Visualizing our latest model

• Our trained linear model to predict commute time given 'departure_hour', 'day_of_month', and 'day' (Mon, Tue, Wed, or Thu) is:

$$\begin{align*}\text{pred. commute time}_i = 134 &- 8.42 \cdot \text{departure hour}_i \\ &- 0.03 \cdot \text{day of month}_i \\ &+ 5.09 \cdot \text{day$_i$ == Mon} \\ &+ 16.38 \cdot \text{day$_i$ == Tue} \\ &+ 5.12 \cdot \text{day$_i$ == Wed} \\ &+ 11.5 \cdot \text{day$_i$ == Thu} \end{align*}$$

• Since we have 6 features here, we'd need 7 dimensions to graph our model.
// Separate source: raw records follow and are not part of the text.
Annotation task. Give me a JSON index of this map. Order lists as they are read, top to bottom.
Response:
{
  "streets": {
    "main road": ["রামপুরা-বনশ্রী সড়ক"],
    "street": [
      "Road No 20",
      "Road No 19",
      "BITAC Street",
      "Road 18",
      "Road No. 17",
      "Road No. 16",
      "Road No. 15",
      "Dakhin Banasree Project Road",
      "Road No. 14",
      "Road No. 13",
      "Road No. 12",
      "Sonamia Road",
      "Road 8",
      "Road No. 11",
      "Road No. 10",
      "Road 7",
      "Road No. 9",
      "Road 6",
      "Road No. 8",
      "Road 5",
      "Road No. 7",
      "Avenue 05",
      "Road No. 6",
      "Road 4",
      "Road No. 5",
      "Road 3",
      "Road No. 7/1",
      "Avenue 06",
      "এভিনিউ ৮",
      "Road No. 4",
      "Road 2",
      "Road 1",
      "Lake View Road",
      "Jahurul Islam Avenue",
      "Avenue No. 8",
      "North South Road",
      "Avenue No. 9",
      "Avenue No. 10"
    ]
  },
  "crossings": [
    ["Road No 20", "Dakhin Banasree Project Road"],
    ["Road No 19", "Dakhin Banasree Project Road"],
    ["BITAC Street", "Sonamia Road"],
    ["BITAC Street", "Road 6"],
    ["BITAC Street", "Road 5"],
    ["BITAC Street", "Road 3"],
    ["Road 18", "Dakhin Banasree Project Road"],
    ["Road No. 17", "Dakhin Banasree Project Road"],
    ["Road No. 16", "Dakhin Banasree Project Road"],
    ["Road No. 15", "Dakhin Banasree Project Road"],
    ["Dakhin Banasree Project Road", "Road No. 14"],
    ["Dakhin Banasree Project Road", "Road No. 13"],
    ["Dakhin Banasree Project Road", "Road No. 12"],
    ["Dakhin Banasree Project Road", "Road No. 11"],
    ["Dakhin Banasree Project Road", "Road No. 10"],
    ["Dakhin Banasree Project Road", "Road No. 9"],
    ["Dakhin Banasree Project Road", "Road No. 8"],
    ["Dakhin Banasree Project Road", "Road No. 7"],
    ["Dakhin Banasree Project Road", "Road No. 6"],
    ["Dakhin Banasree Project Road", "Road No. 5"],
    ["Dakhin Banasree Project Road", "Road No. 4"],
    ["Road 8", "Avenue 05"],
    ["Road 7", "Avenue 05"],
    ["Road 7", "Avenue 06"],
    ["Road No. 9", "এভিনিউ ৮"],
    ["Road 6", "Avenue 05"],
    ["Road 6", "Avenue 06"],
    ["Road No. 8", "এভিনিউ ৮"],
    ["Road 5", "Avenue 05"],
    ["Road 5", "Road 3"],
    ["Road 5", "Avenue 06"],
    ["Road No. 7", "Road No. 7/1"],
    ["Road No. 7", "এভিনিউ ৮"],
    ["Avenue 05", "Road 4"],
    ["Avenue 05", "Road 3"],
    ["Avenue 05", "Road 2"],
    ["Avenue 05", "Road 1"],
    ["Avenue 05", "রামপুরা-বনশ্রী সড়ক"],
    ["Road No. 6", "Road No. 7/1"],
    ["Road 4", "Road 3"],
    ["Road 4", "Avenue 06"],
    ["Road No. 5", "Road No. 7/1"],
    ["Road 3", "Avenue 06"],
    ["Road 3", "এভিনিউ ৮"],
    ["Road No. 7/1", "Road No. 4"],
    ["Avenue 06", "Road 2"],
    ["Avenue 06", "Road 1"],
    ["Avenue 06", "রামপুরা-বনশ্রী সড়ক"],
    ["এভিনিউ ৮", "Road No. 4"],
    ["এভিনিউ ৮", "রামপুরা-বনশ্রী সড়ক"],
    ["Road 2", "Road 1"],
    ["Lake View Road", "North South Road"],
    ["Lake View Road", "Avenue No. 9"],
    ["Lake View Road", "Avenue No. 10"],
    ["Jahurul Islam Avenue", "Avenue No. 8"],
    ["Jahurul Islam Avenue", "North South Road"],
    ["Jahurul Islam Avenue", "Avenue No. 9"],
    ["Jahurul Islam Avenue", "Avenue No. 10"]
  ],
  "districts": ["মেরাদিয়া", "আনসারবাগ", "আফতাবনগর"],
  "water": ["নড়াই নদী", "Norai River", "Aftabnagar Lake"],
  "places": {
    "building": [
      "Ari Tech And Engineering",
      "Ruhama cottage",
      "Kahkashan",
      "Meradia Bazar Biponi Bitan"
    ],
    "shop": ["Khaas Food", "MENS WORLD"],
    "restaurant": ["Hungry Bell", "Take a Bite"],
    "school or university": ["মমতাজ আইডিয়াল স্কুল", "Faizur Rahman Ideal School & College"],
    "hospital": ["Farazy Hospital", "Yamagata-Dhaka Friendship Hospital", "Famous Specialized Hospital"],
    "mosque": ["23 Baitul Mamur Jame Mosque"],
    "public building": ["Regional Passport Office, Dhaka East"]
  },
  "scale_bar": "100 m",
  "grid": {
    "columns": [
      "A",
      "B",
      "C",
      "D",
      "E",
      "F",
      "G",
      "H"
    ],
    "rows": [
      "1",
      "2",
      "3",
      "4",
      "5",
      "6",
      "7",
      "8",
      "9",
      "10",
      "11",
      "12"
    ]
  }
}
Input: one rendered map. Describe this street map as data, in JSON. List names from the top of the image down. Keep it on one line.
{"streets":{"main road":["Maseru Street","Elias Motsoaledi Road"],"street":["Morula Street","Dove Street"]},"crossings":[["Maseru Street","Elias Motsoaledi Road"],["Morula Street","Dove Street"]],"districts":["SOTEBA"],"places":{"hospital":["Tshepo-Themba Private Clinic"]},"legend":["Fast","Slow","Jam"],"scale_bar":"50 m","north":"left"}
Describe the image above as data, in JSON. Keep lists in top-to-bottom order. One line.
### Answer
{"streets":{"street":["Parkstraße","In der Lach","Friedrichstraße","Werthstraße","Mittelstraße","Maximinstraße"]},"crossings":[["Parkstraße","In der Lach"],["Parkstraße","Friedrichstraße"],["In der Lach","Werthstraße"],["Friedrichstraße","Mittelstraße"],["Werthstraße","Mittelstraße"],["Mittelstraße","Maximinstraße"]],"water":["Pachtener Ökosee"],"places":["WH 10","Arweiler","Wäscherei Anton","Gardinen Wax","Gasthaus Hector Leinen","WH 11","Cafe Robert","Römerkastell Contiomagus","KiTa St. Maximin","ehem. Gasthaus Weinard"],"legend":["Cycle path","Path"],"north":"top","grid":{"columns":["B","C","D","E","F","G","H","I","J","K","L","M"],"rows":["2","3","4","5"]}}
• But, as we see in Homework 7, Question 5, our model is really a collection of five parallel planes in 3D, all with slightly different $z$-intercepts!

• If we want to visualize in 2D, we need to pick a single feature to place on the $x$-axis.

fig = go.Figure()
fig.add_trace(go.Scatter(x=df['departure_hour'], y=df['minutes'], 
                         mode='markers', name='Original Data'))
fig.add_trace(go.Scatter(x=df['departure_hour'], y=model_with_ohe.predict(X_for_ohe), 
                         mode='markers', name='Predicted Commute Times using Departure Hour, <br>Day of Month, and Day of Week'))
fig.update_layout(showlegend=True, title='Commute Time vs. Departure Hour',
                  xaxis_title='Departure Hour', yaxis_title='Minutes', width=1000)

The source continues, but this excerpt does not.